_TASK OBJECTIVE_
Run through the records and, wherever a line holds the word "view", return that line.

Saved entries:

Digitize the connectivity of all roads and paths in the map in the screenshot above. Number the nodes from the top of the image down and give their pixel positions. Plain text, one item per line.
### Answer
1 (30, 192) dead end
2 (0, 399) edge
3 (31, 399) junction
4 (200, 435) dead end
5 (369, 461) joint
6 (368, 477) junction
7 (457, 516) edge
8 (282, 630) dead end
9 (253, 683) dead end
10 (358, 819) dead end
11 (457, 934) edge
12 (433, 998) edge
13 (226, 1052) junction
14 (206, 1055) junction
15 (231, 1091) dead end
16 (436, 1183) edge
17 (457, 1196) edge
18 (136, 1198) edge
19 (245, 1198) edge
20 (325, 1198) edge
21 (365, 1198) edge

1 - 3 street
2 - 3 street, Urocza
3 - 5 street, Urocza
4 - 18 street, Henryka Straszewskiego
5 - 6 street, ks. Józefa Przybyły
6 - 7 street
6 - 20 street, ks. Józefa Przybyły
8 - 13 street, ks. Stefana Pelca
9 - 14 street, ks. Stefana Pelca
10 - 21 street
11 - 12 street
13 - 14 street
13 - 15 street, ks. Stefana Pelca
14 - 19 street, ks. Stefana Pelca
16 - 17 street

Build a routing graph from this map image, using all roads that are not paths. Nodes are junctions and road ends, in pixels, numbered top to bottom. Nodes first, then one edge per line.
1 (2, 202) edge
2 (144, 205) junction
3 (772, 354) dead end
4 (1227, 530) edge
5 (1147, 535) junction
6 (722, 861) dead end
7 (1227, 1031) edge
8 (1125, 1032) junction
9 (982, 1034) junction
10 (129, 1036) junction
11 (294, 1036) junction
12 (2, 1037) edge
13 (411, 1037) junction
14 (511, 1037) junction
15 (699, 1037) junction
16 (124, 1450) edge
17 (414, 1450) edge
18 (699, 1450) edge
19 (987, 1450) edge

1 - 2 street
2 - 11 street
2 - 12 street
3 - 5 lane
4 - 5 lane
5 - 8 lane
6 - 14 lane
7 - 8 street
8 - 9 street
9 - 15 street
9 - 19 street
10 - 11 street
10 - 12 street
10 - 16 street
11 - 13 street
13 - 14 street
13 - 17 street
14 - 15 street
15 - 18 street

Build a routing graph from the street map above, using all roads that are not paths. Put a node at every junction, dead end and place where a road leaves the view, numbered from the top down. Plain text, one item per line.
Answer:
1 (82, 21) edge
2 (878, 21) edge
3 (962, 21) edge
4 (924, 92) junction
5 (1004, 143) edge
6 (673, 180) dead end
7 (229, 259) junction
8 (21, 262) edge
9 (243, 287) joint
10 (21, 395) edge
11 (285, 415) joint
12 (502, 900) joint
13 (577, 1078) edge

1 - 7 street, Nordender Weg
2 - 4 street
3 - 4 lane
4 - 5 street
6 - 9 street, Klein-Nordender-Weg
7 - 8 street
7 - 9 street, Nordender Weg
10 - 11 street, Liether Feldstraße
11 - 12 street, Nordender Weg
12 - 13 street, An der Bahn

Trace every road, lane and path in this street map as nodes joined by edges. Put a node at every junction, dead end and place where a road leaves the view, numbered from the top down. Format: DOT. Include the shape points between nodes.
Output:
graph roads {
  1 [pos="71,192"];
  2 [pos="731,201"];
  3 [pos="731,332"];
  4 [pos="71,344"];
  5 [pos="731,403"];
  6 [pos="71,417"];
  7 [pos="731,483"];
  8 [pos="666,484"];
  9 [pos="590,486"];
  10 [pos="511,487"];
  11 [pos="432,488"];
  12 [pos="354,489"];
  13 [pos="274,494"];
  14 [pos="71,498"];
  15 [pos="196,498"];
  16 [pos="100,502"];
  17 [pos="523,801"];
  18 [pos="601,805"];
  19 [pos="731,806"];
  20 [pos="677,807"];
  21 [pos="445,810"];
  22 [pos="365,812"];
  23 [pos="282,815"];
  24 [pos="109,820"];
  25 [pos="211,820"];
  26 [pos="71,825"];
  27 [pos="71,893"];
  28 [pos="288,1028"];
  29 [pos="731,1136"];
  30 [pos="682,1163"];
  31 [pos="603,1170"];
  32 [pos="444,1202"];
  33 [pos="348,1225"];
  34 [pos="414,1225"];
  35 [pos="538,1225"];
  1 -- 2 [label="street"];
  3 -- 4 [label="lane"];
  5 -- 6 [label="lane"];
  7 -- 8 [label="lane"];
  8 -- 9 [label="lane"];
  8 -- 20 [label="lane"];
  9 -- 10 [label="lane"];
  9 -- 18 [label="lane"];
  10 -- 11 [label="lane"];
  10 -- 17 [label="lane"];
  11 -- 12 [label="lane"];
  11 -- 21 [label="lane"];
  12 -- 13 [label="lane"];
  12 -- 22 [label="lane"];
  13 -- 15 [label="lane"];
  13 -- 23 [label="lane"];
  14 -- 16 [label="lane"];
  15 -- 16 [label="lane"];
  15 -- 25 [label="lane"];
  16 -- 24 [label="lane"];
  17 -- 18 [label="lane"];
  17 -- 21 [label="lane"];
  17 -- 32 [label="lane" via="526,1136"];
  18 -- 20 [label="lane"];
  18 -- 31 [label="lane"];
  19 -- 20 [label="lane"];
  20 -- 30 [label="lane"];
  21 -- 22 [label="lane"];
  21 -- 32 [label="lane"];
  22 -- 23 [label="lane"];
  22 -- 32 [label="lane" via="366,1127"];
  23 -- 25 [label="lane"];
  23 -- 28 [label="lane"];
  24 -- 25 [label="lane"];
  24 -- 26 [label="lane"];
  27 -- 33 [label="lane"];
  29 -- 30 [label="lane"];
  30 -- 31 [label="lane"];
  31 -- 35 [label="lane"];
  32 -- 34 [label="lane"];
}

_OUTPUT OF THE EXERCISE_
Build a routing graph from the street map above, using all roads that are not paths. Put a node at every junction, dead end and place where a road leaves the view, numbered from the top down. Plain text, one item per line.
Trace every road, lane and path in this street map as nodes joined by edges. Put a node at every junction, dead end and place where a road leaves the view, numbered from the top down. Format: DOT. Include the shape points between nodes.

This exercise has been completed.